I’ll be dead serious here - I love memoirs about people that have traveled. And usually, I find myself falling in love with and reading travel memoirs or memoirs about people who live in foreign countries for extended periods of time. It’s one of the guilty pleasures that I have about books - hell, if I can’t go to a place, at least I can read about someone else who has! I was really happy to pick this book up, although I could have done a lot less with the science that she put in the memoir.
In this memoir, Ms. Rich recounts the year that she spent living in Udaipur in India, learning how to speak Hindi. While there, she not only took classes but lived with an Indian host family, who were supposed to speak only Hindi to her, so that she could be immersed in the language. Ms. Rich elected to do this in mid-life, after having lost her job at a magazine. This is scary and I give her a lot of credit for going to a completely different part of the world, where she didn’t know the language and didn’t have any connections whatsoever.
The memoir part of the story is, in itself, well-written. Ms. Rich is a sharp observer of the people around her, from her Indian host family to her countrymen, who are living there and learning the language. Her sharpness and keen observations make for fantastic writing that engages all of the senses. The reader can see, hear, smell and vividly experience everything that Ms. Rich does. However, interspersed throughout her beautifully written memories about India, Ms.
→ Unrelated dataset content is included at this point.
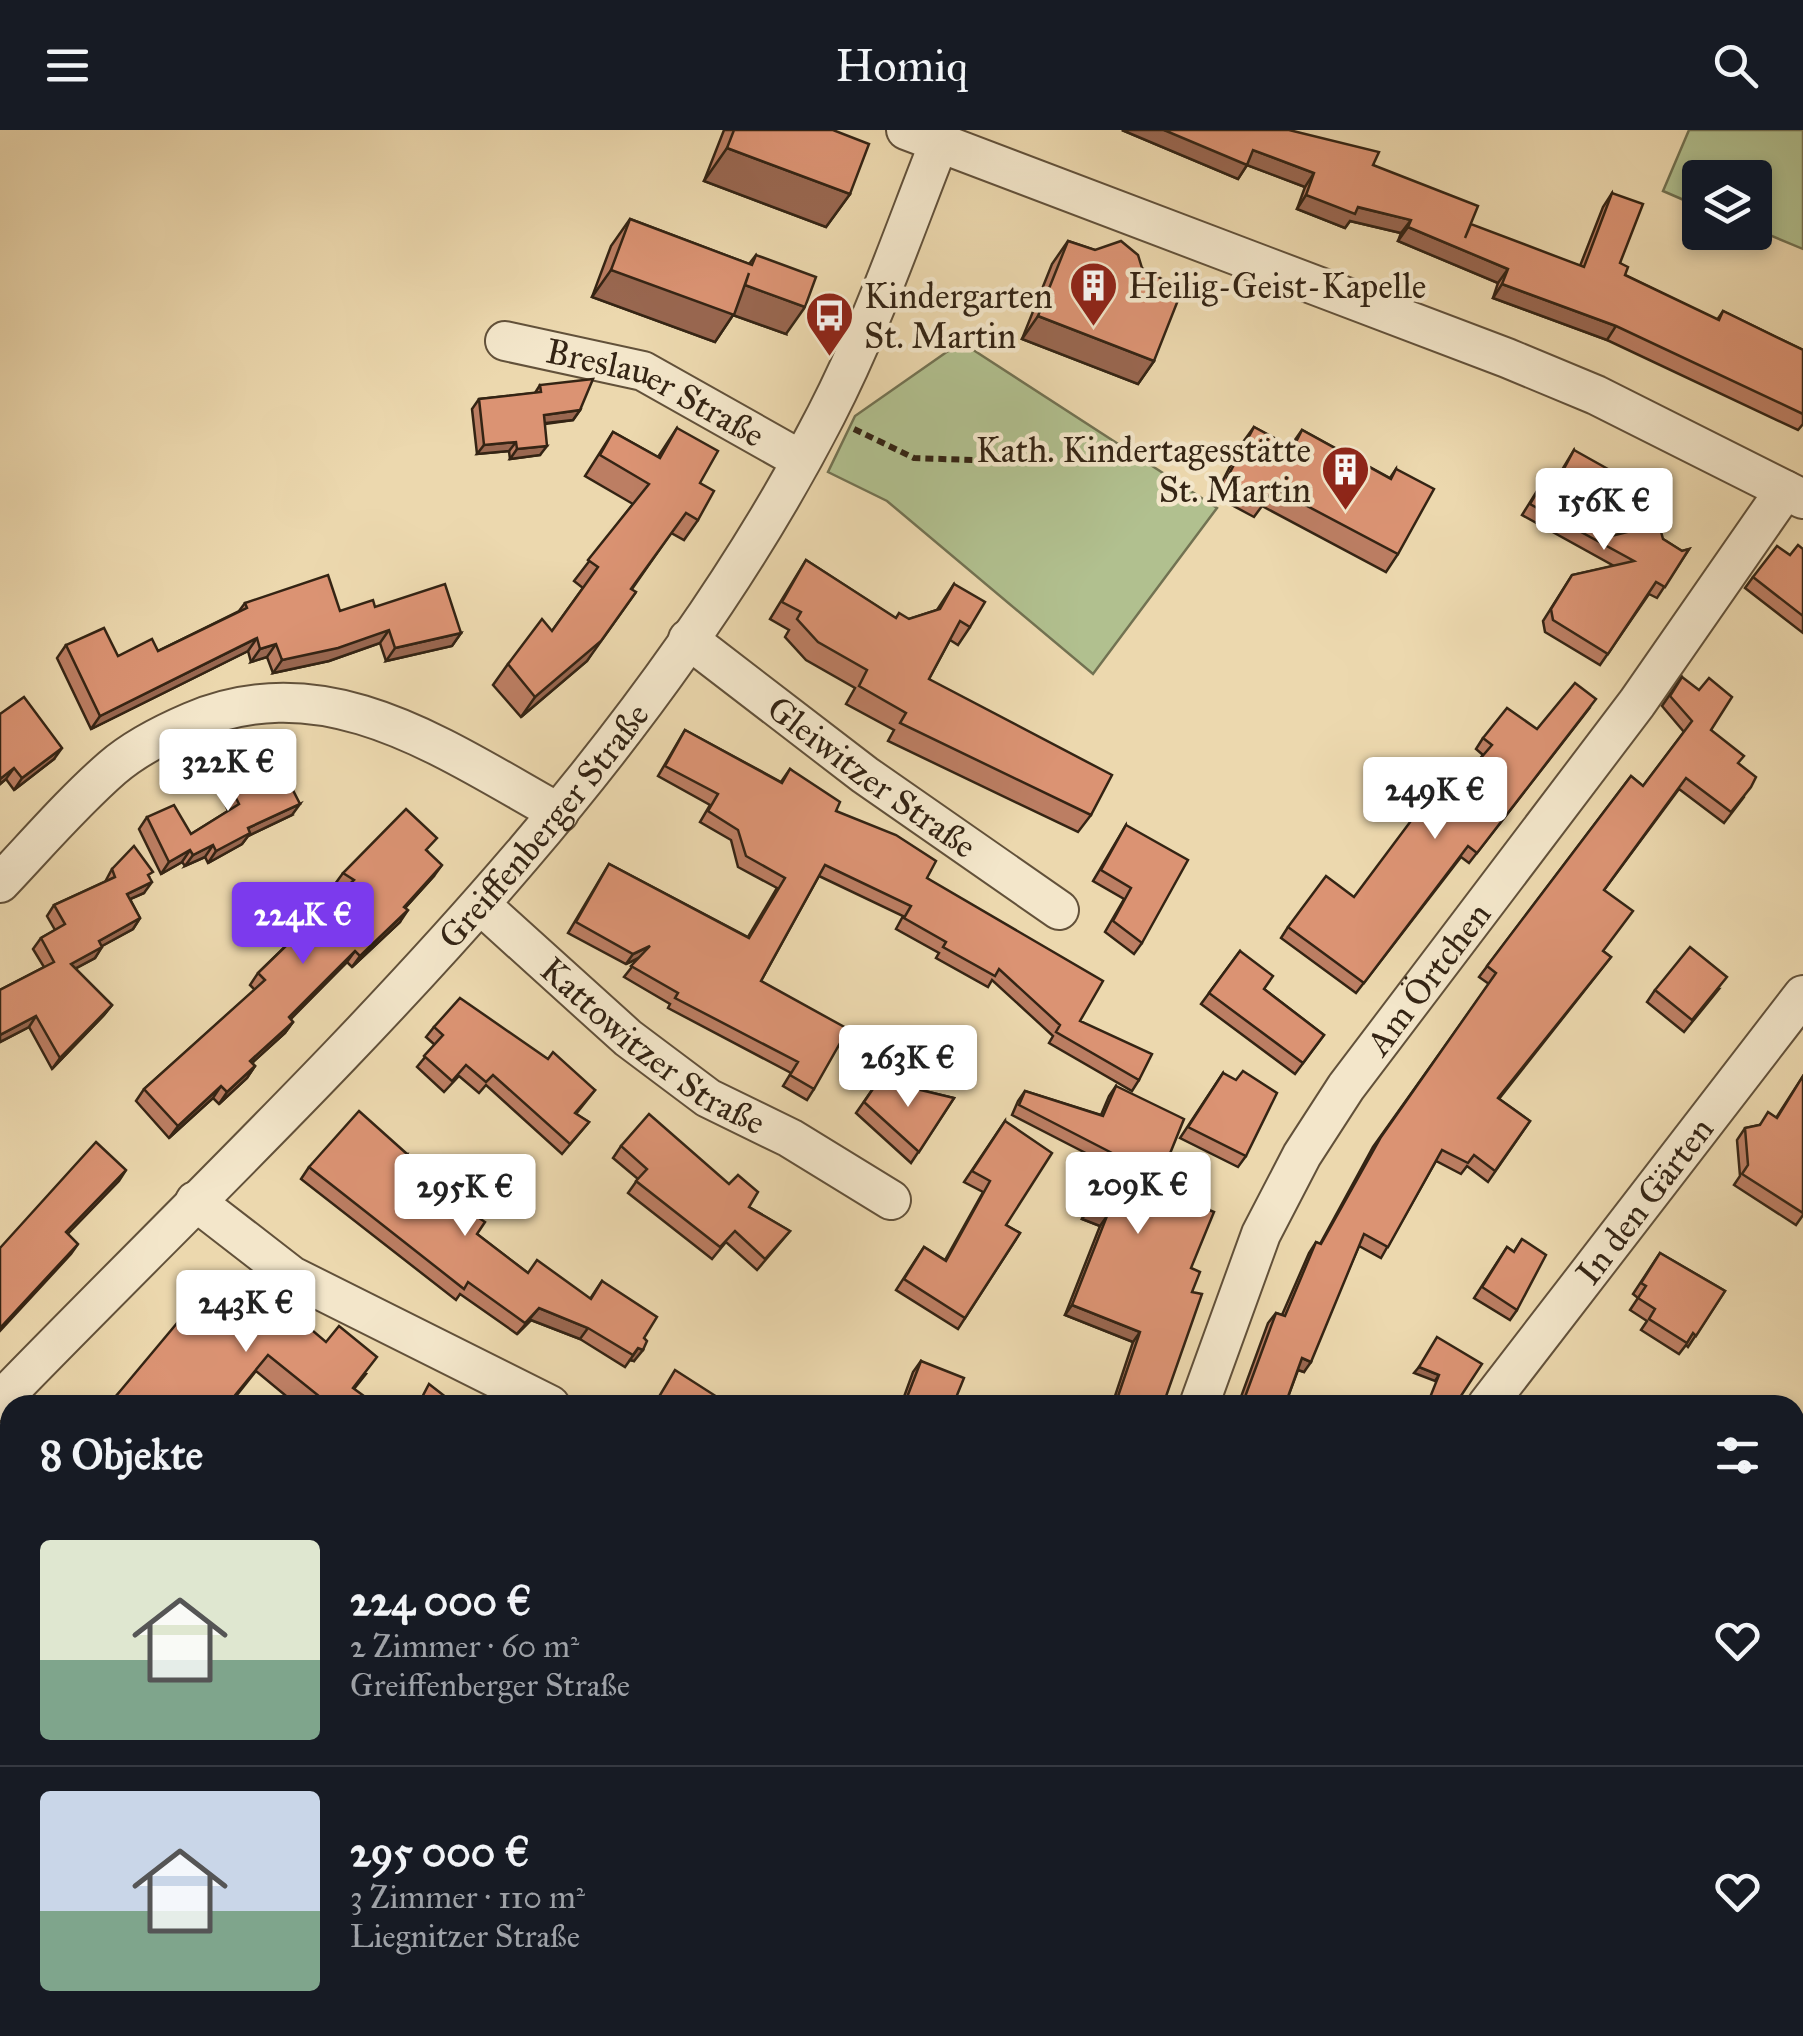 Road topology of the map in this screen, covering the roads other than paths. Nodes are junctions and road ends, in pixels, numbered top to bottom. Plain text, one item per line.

Rich has elected to educate us about the science of acquiring a second language. And I found this to be absolutely boring and dry as hell. I simply wasn’t interested and it ruined the flow of the rest of the memoir. It was so bad that I often skipped over the hypertechnical science speak so that I could focus on the beauty of her writing on India.
Overall, I thought that this was a generally enjoyable book even though the science bits were often very difficult to navigate.